[Stored dataset items]
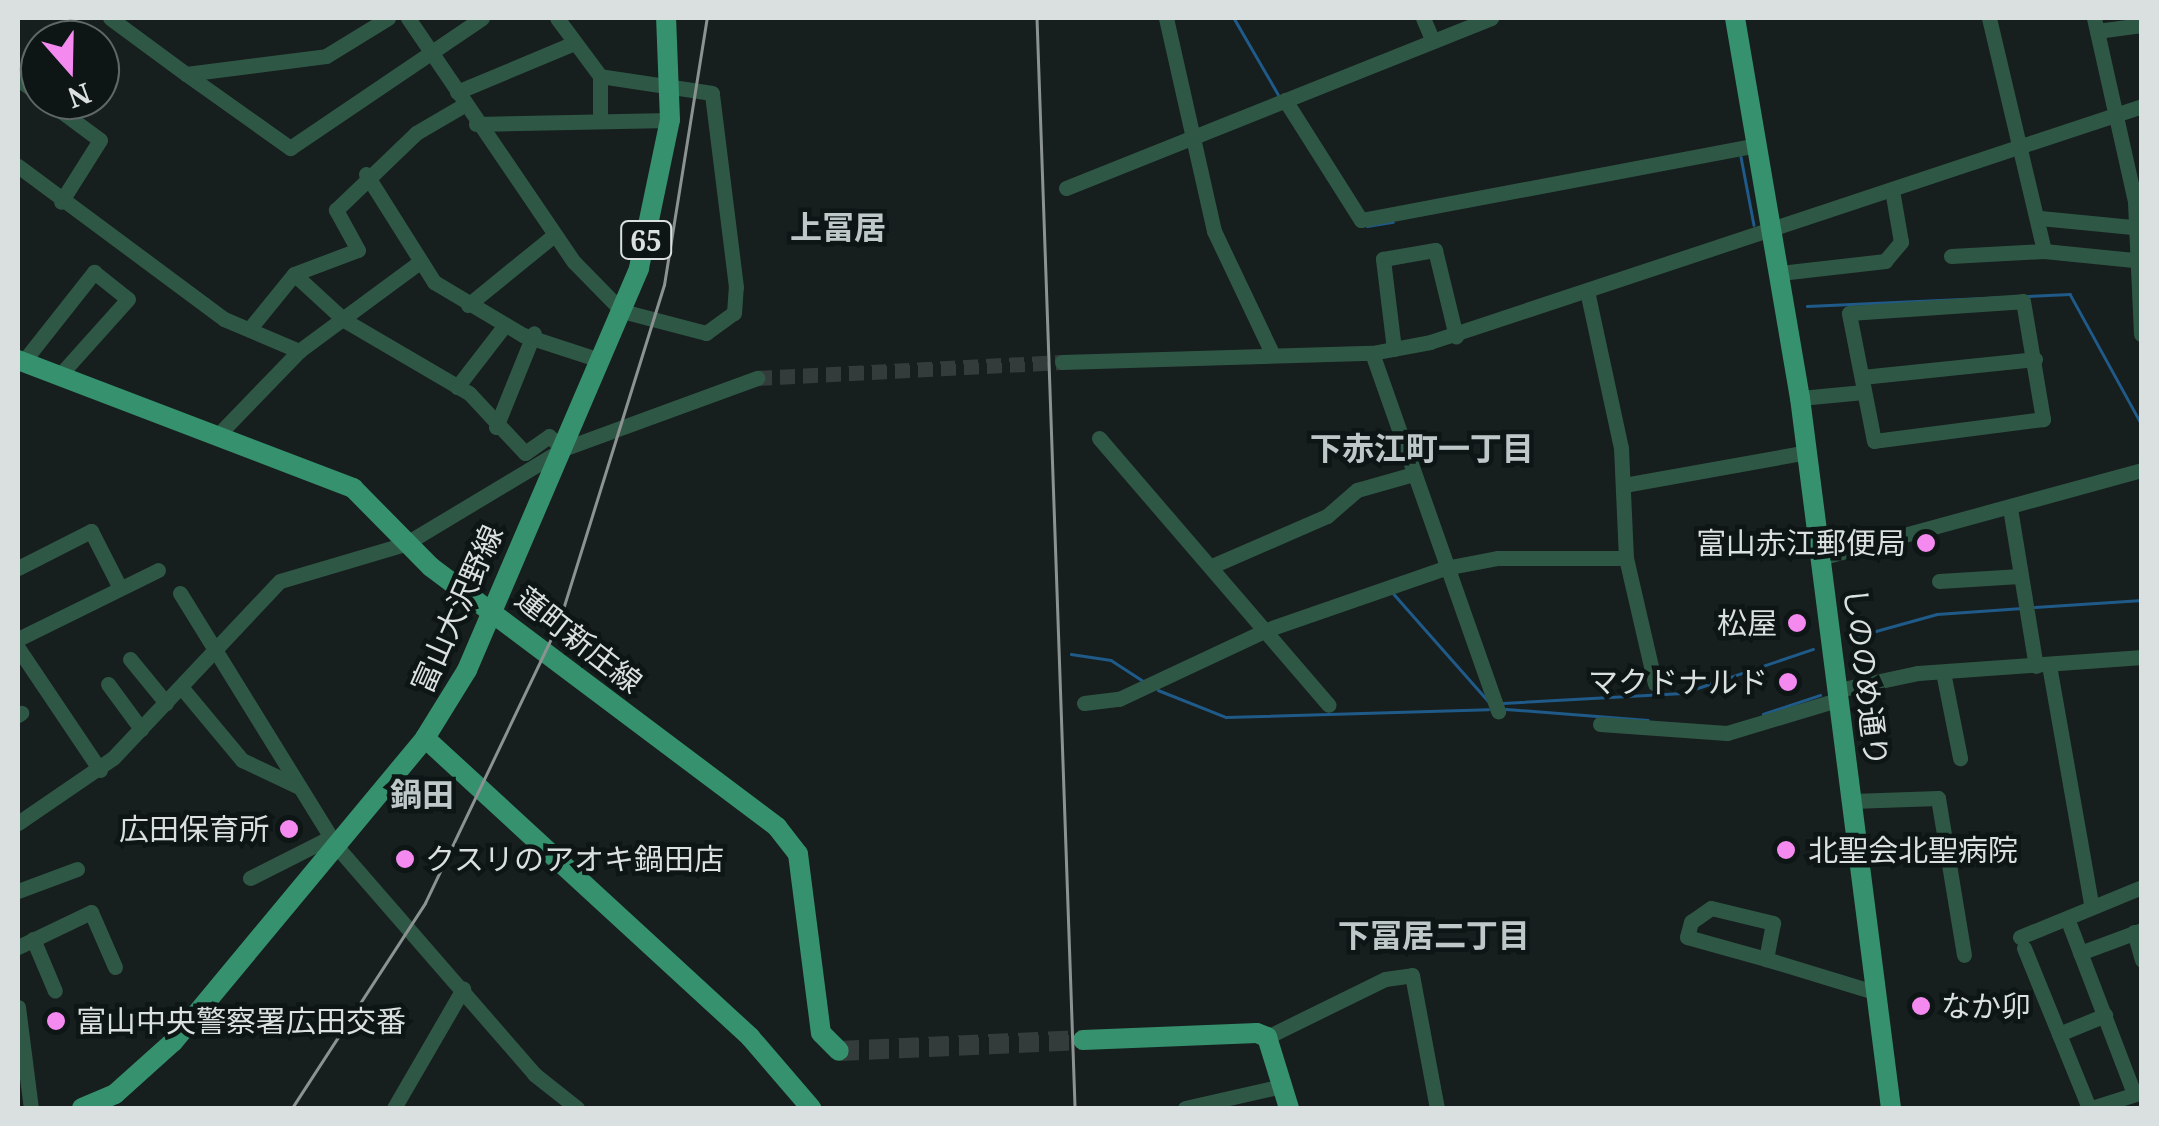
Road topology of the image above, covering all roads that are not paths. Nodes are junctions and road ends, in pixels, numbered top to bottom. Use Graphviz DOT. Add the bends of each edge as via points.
graph roads {
  1 [pos="110,18"];
  2 [pos="388,18"];
  3 [pos="408,18"];
  4 [pos="482,18"];
  5 [pos="556,18"];
  6 [pos="666,18"];
  7 [pos="1166,18"];
  8 [pos="1423,18"];
  9 [pos="1491,18"];
  10 [pos="1735,18"];
  11 [pos="1989,18"];
  12 [pos="2095,24"];
  13 [pos="2142,25"];
  14 [pos="1432,41"];
  15 [pos="574,43"];
  16 [pos="430,52"];
  17 [pos="186,74"];
  18 [pos="600,76"];
  19 [pos="670,88"];
  20 [pos="460,99"];
  21 [pos="1285,100"];
  22 [pos="2142,106"];
  23 [pos="2113,116"];
  24 [pos="600,117"];
  25 [pos="73,120"];
  26 [pos="670,120"];
  27 [pos="476,124"];
  28 [pos="1194,137"];
  29 [pos="1758,144"];
  30 [pos="2023,146"];
  31 [pos="18,166"];
  32 [pos="366,174"];
  33 [pos="1066,188"];
  34 [pos="1892,190"];
  35 [pos="61,202"];
  36 [pos="2040,218"];
  37 [pos="2133,227"];
  38 [pos="1773,230"];
  39 [pos="553,236"];
  40 [pos="2044,251"];
  41 [pos="1950,256"];
  42 [pos="2134,260"];
  43 [pos="417,264"];
  44 [pos="1780,273"];
  45 [pos="294,274"];
  46 [pos="1588,295"];
  47 [pos="468,305"];
  48 [pos="622,312"];
  49 [pos="344,320"];
  50 [pos="504,326"];
  51 [pos="251,327"];
  52 [pos="534,334"];
  53 [pos="2142,334"];
  54 [pos="1456,336"];
  55 [pos="1394,349"];
  56 [pos="298,350"];
  57 [pos="1372,353"];
  58 [pos="1273,355"];
  59 [pos="2034,359"];
  60 [pos="600,360"];
  61 [pos="20,361"];
  62 [pos="1062,362"];
  63 [pos="59,376"];
  64 [pos="757,378"];
  65 [pos="1863,384"];
  66 [pos="457,386"];
  67 [pos="1800,398"];
  68 [pos="496,428"];
  69 [pos="216,437"];
  70 [pos="1099,438"];
  71 [pos="563,449"];
  72 [pos="1807,452"];
  73 [pos="2142,470"];
  74 [pos="1410,475"];
  75 [pos="1624,485"];
  76 [pos="2010,508"];
  77 [pos="405,544"];
  78 [pos="1626,558"];
  79 [pos="1820,558"];
  80 [pos="1212,566"];
  81 [pos="18,568"];
  82 [pos="1445,568"];
  83 [pos="158,570"];
  84 [pos="2020,576"];
  85 [pos="1940,581"];
  86 [pos="120,588"];
  87 [pos="180,593"];
  88 [pos="492,611"];
  89 [pos="1266,630"];
  90 [pos="18,639"];
  91 [pos="18,648"];
  92 [pos="216,653"];
  93 [pos="2142,657"];
  94 [pos="130,659"];
  95 [pos="2042,666"];
  96 [pos="1944,672"];
  97 [pos="108,684"];
  98 [pos="1655,684"];
  99 [pos="182,688"];
  100 [pos="1839,694"];
  101 [pos="166,703"];
  102 [pos="1084,703"];
  103 [pos="1328,705"];
  104 [pos="1498,711"];
  105 [pos="1600,724"];
  106 [pos="141,729"];
  107 [pos="426,738"];
  108 [pos="1960,758"];
  109 [pos="100,770"];
  110 [pos="302,790"];
  111 [pos="1852,801"];
  112 [pos="18,823"];
  113 [pos="334,842"];
  114 [pos="77,869"];
  115 [pos="250,878"];
  116 [pos="2142,888"];
  117 [pos="18,892"];
  118 [pos="2091,903"];
  119 [pos="2070,926"];
  120 [pos="2138,931"];
  121 [pos="25,943"];
  122 [pos="2080,953"];
  123 [pos="1964,955"];
  124 [pos="1766,959"];
  125 [pos="2142,960"];
  126 [pos="115,967"];
  127 [pos="463,989"];
  128 [pos="55,991"];
  129 [pos="1877,992"];
  130 [pos="18,1007"];
  131 [pos="2106,1016"];
  132 [pos="2059,1034"];
  133 [pos="1267,1036"];
  134 [pos="1083,1040"];
  135 [pos="839,1051"];
  136 [pos="1282,1086"];
  137 [pos="2138,1093"];
  138 [pos="116,1101"];
  139 [pos="1222,1103"];
  140 [pos="572,1107"];
  141 [pos="31,1108"];
  142 [pos="82,1108"];
  143 [pos="394,1108"];
  144 [pos="811,1108"];
  145 [pos="1185,1108"];
  146 [pos="1289,1108"];
  147 [pos="1437,1108"];
  148 [pos="1891,1108"];
  149 [pos="2091,1108"];
  1 -- 17 [label="street"];
  2 -- 17 [label="street" via="326,56"];
  3 -- 16 [label="street"];
  4 -- 16 [label="street"];
  5 -- 15 [label="street"];
  6 -- 19 [label="main road, 富山大沢野線 / 65"];
  7 -- 28 [label="street"];
  8 -- 14 [label="street"];
  9 -- 14 [label="street"];
  10 -- 29 [label="main road, しののめ通り"];
  11 -- 30 [label="street"];
  12 -- 13 [label="street"];
  12 -- 23 [label="street"];
  14 -- 21 [label="street"];
  15 -- 18 [label="street"];
  15 -- 20 [label="street"];
  16 -- 17 [label="street" via="290,148"];
  16 -- 20 [label="street"];
  18 -- 19 [label="street"];
  18 -- 24 [label="street"];
  19 -- 26 [label="main road, 富山大沢野線 / 65"];
  19 -- 48 [label="street" via="712,93 717,107 734,313 706,333"];
  20 -- 27 [label="street"];
  20 -- 32 [label="street"];
  21 -- 28 [label="street"];
  21 -- 29 [label="street" via="1360,220"];
  22 -- 23 [label="street"];
  23 -- 30 [label="street"];
  23 -- 37 [label="street"];
  24 -- 26 [label="street"];
  24 -- 27 [label="street"];
  25 -- 35 [label="street" via="100,140"];
  26 -- 48 [label="main road, 富山大沢野線 / 65"];
  27 -- 39 [label="street"];
  28 -- 33 [label="street"];
  28 -- 58 [label="street" via="1223,261"];
  29 -- 38 [label="main road, しののめ通り"];
  30 -- 34 [label="street"];
  30 -- 36 [label="street"];
  31 -- 35 [label="street"];
  32 -- 43 [label="street"];
  32 -- 45 [label="street" via="336,210 358,250"];
  34 -- 38 [label="street"];
  34 -- 44 [label="street" via="1901,242 1885,262"];
  35 -- 51 [label="street" via="224,318"];
  36 -- 37 [label="street"];
  36 -- 40 [label="street"];
  37 -- 42 [label="street"];
  38 -- 44 [label="main road, しののめ通り"];
  38 -- 46 [label="street"];
  39 -- 47 [label="street"];
  39 -- 48 [label="street"];
  40 -- 41 [label="street"];
  40 -- 42 [label="street"];
  42 -- 53 [label="street"];
  43 -- 47 [label="street"];
  43 -- 49 [label="street"];
  44 -- 67 [label="main road, しののめ通り"];
  45 -- 49 [label="street"];
  45 -- 51 [label="street"];
  46 -- 54 [label="street"];
  46 -- 75 [label="street"];
  47 -- 50 [label="street"];
  48 -- 60 [label="main road, 富山大沢野線 / 65"];
  49 -- 56 [label="street"];
  49 -- 66 [label="street"];
  50 -- 52 [label="street"];
  50 -- 66 [label="street"];
  51 -- 56 [label="street"];
  52 -- 60 [label="street"];
  52 -- 68 [label="street"];
  54 -- 55 [label="street"];
  54 -- 55 [label="street" via="1435,250 1383,259"];
  55 -- 57 [label="street"];
  56 -- 69 [label="street"];
  57 -- 58 [label="street"];
  57 -- 74 [label="street"];
  58 -- 62 [label="street"];
  59 -- 65 [label="street"];
  59 -- 65 [label="street" via="2043,419 1874,441"];
  59 -- 65 [label="street" via="2023,301 1849,313"];
  60 -- 71 [label="main road, 富山大沢野線 / 65"];
  61 -- 63 [label="main road, 蓮町新庄線"];
  61 -- 63 [label="street" via="94,272 128,299"];
  63 -- 69 [label="main road, 蓮町新庄線"];
  64 -- 71 [label="street"];
  65 -- 67 [label="street"];
  66 -- 68 [label="street"];
  67 -- 72 [label="main road, しののめ通り"];
  68 -- 71 [label="street" via="525,453 549,436"];
  69 -- 77 [label="main road, 蓮町新庄線" via="353,488"];
  70 -- 80 [label="street"];
  71 -- 77 [label="street"];
  71 -- 88 [label="main road, 富山大沢野線 / 65"];
  72 -- 75 [label="street"];
  72 -- 79 [label="main road, しののめ通り"];
  73 -- 76 [label="street"];
  74 -- 80 [label="street" via="1358,490 1327,516"];
  74 -- 82 [label="street"];
  75 -- 78 [label="street"];
  76 -- 79 [label="street"];
  76 -- 84 [label="street"];
  77 -- 88 [label="main road, 蓮町新庄線"];
  77 -- 92 [label="street" via="280,581"];
  78 -- 82 [label="street" via="1498,558"];
  78 -- 98 [label="street"];
  79 -- 100 [label="main road, しののめ通り"];
  80 -- 89 [label="street"];
  81 -- 86 [label="street" via="91,531"];
  82 -- 89 [label="street"];
  82 -- 104 [label="street"];
  83 -- 86 [label="street"];
  84 -- 85 [label="street"];
  84 -- 95 [label="street"];
  86 -- 90 [label="street"];
  87 -- 92 [label="street"];
  88 -- 107 [label="main road, 富山大沢野線 / 65"];
  88 -- 135 [label="main road, 蓮町新庄線" via="788,838 798,854 821,1033"];
  89 -- 102 [label="street" via="1119,699"];
  89 -- 103 [label="street"];
  91 -- 109 [label="street"];
  92 -- 99 [label="street"];
  92 -- 110 [label="street"];
  93 -- 95 [label="street"];
  94 -- 101 [label="street"];
  95 -- 96 [label="street"];
  95 -- 118 [label="street"];
  96 -- 100 [label="street"];
  96 -- 108 [label="street"];
  97 -- 106 [label="street"];
  99 -- 101 [label="street"];
  99 -- 110 [label="street" via="242,760"];
  100 -- 105 [label="street" via="1727,733"];
  100 -- 111 [label="main road, しののめ通り"];
  101 -- 106 [label="street"];
  106 -- 109 [label="street"];
  107 -- 113 [label="main road, 富山大沢野線 / 65"];
  107 -- 144 [label="main road" via="764,1050"];
  109 -- 112 [label="street"];
  110 -- 113 [label="street"];
  111 -- 123 [label="street" via="1938,798"];
  111 -- 129 [label="main road, しののめ通り"];
  113 -- 115 [label="street"];
  113 -- 127 [label="street"];
  113 -- 138 [label="main road, 富山大沢野線 / 65" via="173,1042"];
  114 -- 117 [label="street"];
  116 -- 118 [label="street"];
  118 -- 132 [label="street" via="2022,942"];
  119 -- 122 [label="street"];
  120 -- 122 [label="street"];
  120 -- 125 [label="street"];
  121 -- 126 [label="street" via="91,912"];
  121 -- 128 [label="street"];
  122 -- 131 [label="street"];
  124 -- 124 [label="street" via="1772,922 1711,908 1691,922 1687,936"];
  124 -- 129 [label="street"];
  127 -- 140 [label="street"];
  127 -- 143 [label="street"];
  129 -- 148 [label="main road, しののめ通り"];
  130 -- 141 [label="street"];
  131 -- 132 [label="street"];
  131 -- 137 [label="street"];
  132 -- 149 [label="street"];
  133 -- 134 [label="main road"];
  133 -- 136 [label="main road"];
  133 -- 147 [label="street" via="1385,979 1412,975"];
  136 -- 139 [label="street"];
  136 -- 146 [label="main road"];
  137 -- 149 [label="street"];
  138 -- 142 [label="main road, 富山大沢野線 / 65"];
  139 -- 145 [label="street"];
}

What is required:
Count up the lines of the data that include "蓮町新庄線". Reply with a number only.

Written response:
5